▶ **WORK REQUIRED**: Drop the pictures, then repeat every record exactly as it stands.

[Collected data entries]
((

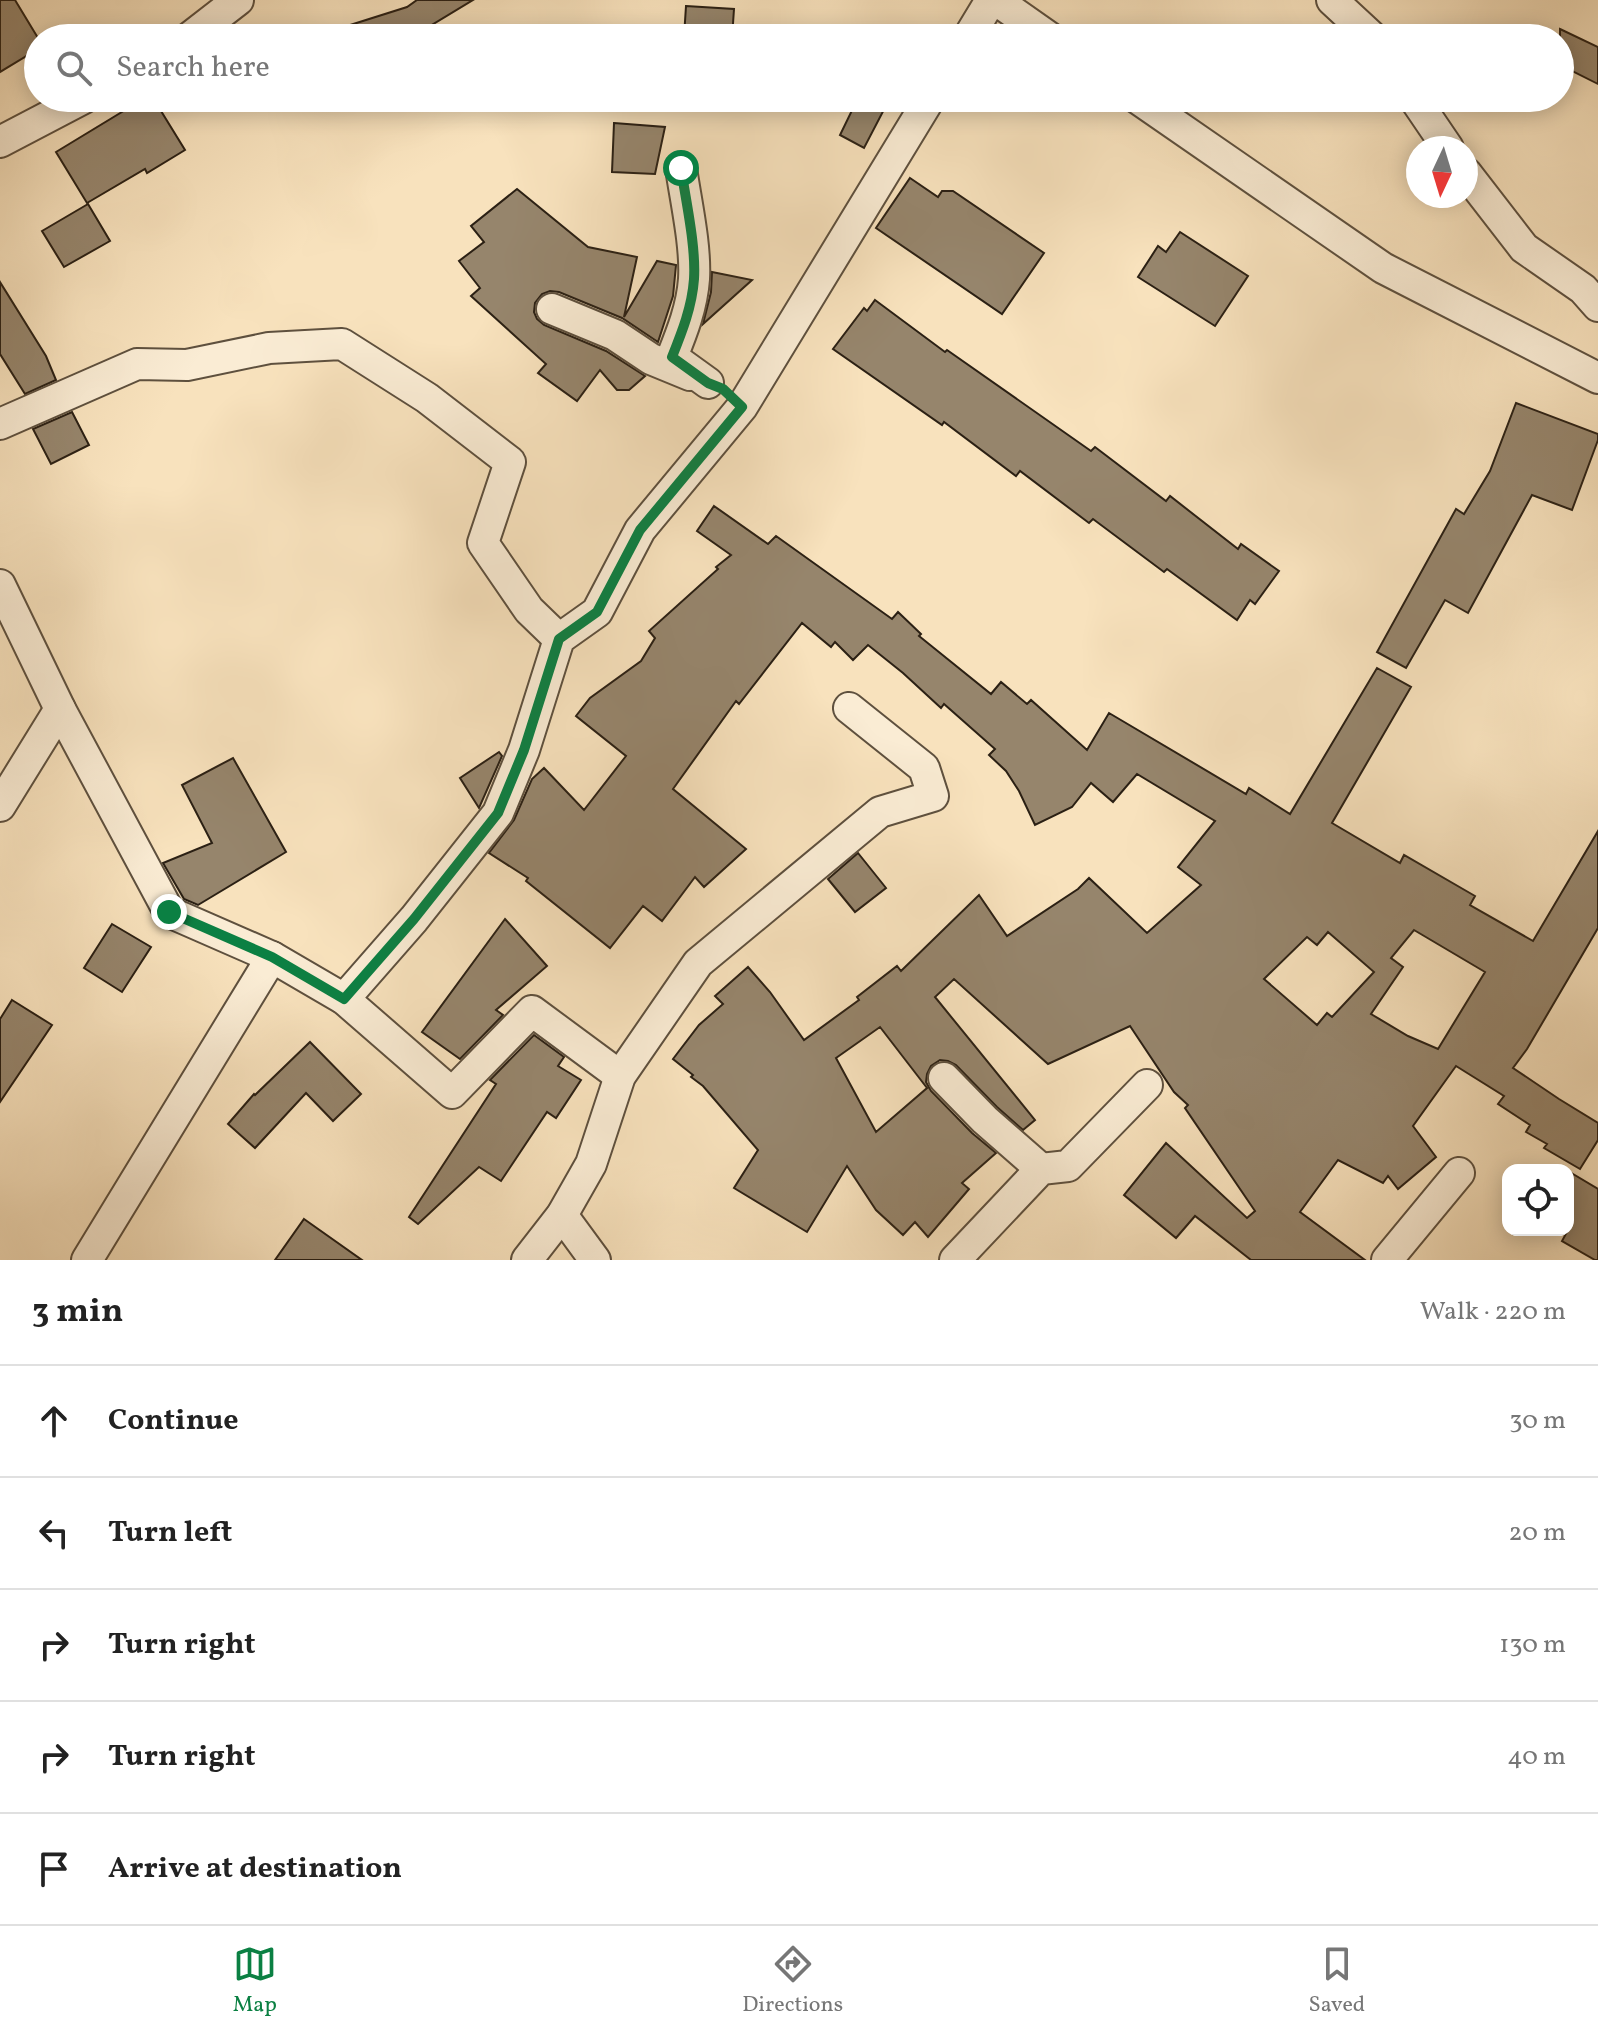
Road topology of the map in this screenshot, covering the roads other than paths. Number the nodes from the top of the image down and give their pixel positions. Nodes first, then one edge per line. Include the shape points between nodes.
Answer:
1 (238, 0) edge
2 (994, 0) edge
3 (1332, 0) edge
4 (207, 24) edge
5 (978, 24) edge
6 (1029, 24) edge
7 (1358, 24) edge
8 (57, 112) edge
9 (921, 112) edge
10 (1157, 112) edge
11 (1424, 112) edge
12 (1440, 136) edge
13 (0, 142) edge
14 (681, 168) dead end
15 (1478, 189) edge
16 (1598, 306) edge
17 (552, 309) dead end
18 (1598, 378) edge
19 (708, 383) junction
20 (742, 407) junction
21 (0, 424) edge
22 (0, 585) edge
23 (559, 639) junction
24 (849, 708) dead end
25 (60, 709) junction
26 (0, 806) edge
27 (272, 957) junction
28 (344, 999) junction
29 (620, 1076) junction
30 (944, 1078) dead end
31 (1147, 1085) dead end
32 (1041, 1169) junction
33 (1459, 1173) dead end
34 (562, 1215) junction
35 (87, 1260) edge
36 (527, 1260) edge
37 (595, 1260) edge
38 (955, 1260) edge
39 (1387, 1260) edge

1 - 4 street
2 - 5 street
2 - 6 street
3 - 7 street
8 - 13 street
9 - 20 street
10 - 18 street via 1383,268
11 - 12 street
14 - 19 street via 694,279 686,324 672,357
15 - 16 street via 1524,248 1583,289
17 - 19 street
19 - 20 street
20 - 23 street via 640,530 597,612
21 - 23 street via 137,364 187,365 269,348 342,344 427,398 510,462 483,543 529,610
22 - 25 street
23 - 28 street via 498,813
24 - 29 street via 924,768 933,796 880,812 698,963
25 - 26 street
25 - 27 street via 169,912
27 - 28 street
27 - 35 street
28 - 29 street via 452,1093 532,1011
29 - 34 street via 591,1164
30 - 32 street
31 - 32 street via 1068,1166
32 - 38 street
33 - 39 street
34 - 36 street
34 - 37 street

))

▶ **PROBLEM SOLUTION**:
Road topology of the map in this screenshot, covering the roads other than paths. Number the nodes from the top of the image down and give their pixel positions. Nodes first, then one edge per line. Include the shape points between nodes.
Answer:
1 (238, 0) edge
2 (994, 0) edge
3 (1332, 0) edge
4 (207, 24) edge
5 (978, 24) edge
6 (1029, 24) edge
7 (1358, 24) edge
8 (57, 112) edge
9 (921, 112) edge
10 (1157, 112) edge
11 (1424, 112) edge
12 (1440, 136) edge
13 (0, 142) edge
14 (681, 168) dead end
15 (1478, 189) edge
16 (1598, 306) edge
17 (552, 309) dead end
18 (1598, 378) edge
19 (708, 383) junction
20 (742, 407) junction
21 (0, 424) edge
22 (0, 585) edge
23 (559, 639) junction
24 (849, 708) dead end
25 (60, 709) junction
26 (0, 806) edge
27 (272, 957) junction
28 (344, 999) junction
29 (620, 1076) junction
30 (944, 1078) dead end
31 (1147, 1085) dead end
32 (1041, 1169) junction
33 (1459, 1173) dead end
34 (562, 1215) junction
35 (87, 1260) edge
36 (527, 1260) edge
37 (595, 1260) edge
38 (955, 1260) edge
39 (1387, 1260) edge

1 - 4 street
2 - 5 street
2 - 6 street
3 - 7 street
8 - 13 street
9 - 20 street
10 - 18 street via 1383,268
11 - 12 street
14 - 19 street via 694,279 686,324 672,357
15 - 16 street via 1524,248 1583,289
17 - 19 street
19 - 20 street
20 - 23 street via 640,530 597,612
21 - 23 street via 137,364 187,365 269,348 342,344 427,398 510,462 483,543 529,610
22 - 25 street
23 - 28 street via 498,813
24 - 29 street via 924,768 933,796 880,812 698,963
25 - 26 street
25 - 27 street via 169,912
27 - 28 street
27 - 35 street
28 - 29 street via 452,1093 532,1011
29 - 34 street via 591,1164
30 - 32 street
31 - 32 street via 1068,1166
32 - 38 street
33 - 39 street
34 - 36 street
34 - 37 street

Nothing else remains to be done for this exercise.